■ **Task**:
Across these entries, work out how many lines carry the string "Віринська", and give only that number.

Stored dataset items:
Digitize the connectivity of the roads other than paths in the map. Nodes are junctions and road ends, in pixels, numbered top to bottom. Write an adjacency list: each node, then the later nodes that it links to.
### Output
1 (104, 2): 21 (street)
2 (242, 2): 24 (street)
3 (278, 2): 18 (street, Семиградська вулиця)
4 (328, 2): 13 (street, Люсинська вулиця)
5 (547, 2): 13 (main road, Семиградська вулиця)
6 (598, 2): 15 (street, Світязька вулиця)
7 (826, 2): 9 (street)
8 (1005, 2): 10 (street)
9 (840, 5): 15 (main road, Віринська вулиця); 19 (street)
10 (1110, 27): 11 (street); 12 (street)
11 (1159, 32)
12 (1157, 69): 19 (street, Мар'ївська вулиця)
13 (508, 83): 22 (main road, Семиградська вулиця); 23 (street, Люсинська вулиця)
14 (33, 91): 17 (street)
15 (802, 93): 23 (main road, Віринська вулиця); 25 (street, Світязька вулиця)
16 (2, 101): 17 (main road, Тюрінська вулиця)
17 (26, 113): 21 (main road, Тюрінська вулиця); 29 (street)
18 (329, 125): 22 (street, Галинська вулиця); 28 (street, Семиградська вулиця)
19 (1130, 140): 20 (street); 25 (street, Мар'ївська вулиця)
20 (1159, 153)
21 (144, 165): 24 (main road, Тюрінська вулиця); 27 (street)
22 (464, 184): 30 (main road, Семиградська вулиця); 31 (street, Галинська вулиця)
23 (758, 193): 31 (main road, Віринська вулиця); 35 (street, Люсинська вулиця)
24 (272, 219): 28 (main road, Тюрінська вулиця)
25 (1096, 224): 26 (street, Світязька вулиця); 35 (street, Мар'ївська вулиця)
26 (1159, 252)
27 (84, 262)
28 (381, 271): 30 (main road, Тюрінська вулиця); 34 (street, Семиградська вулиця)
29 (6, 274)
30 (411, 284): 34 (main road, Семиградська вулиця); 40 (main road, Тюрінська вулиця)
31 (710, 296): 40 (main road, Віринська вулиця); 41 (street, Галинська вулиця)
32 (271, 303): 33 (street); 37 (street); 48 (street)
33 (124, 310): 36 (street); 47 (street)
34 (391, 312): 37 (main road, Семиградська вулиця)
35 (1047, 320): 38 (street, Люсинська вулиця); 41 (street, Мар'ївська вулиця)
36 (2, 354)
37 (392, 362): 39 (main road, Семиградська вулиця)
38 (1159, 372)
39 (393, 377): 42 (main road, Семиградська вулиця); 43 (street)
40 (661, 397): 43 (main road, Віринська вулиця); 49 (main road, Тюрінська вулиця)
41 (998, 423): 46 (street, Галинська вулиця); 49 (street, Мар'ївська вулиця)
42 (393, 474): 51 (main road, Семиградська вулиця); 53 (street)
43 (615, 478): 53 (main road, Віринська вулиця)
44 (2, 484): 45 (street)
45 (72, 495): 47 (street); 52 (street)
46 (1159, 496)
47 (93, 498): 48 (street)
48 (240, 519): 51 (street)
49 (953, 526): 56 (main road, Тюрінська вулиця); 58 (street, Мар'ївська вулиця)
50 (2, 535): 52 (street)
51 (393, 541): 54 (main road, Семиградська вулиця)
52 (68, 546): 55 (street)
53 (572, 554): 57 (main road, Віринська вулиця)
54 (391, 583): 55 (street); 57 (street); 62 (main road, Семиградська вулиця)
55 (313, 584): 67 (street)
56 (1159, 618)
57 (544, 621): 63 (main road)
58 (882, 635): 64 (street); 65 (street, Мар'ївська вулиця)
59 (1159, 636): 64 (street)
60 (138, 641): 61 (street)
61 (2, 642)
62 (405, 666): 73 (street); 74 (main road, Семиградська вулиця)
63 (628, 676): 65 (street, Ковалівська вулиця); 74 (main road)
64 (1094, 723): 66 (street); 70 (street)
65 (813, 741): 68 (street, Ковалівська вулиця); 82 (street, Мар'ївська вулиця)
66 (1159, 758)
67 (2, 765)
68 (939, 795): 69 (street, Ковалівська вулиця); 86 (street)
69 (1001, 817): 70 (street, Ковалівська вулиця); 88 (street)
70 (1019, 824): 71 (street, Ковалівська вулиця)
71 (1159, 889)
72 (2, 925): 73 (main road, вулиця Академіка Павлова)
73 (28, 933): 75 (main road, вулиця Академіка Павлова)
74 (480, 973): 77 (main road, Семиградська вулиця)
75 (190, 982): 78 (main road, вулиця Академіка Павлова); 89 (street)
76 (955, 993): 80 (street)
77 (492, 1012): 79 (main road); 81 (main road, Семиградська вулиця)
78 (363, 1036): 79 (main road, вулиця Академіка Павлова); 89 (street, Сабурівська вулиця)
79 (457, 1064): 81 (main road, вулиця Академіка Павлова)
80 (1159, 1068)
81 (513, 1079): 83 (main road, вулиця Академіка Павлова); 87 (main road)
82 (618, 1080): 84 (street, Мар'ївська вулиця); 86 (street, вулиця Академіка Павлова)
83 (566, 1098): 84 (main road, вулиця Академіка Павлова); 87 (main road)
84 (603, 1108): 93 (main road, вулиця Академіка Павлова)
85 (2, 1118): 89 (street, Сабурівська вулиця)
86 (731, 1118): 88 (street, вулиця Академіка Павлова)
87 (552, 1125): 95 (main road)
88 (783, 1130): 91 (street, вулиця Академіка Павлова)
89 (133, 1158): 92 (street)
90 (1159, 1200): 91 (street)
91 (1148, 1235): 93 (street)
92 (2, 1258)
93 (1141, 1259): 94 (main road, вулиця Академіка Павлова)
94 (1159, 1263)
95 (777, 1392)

■ **Response for this exercise**:
7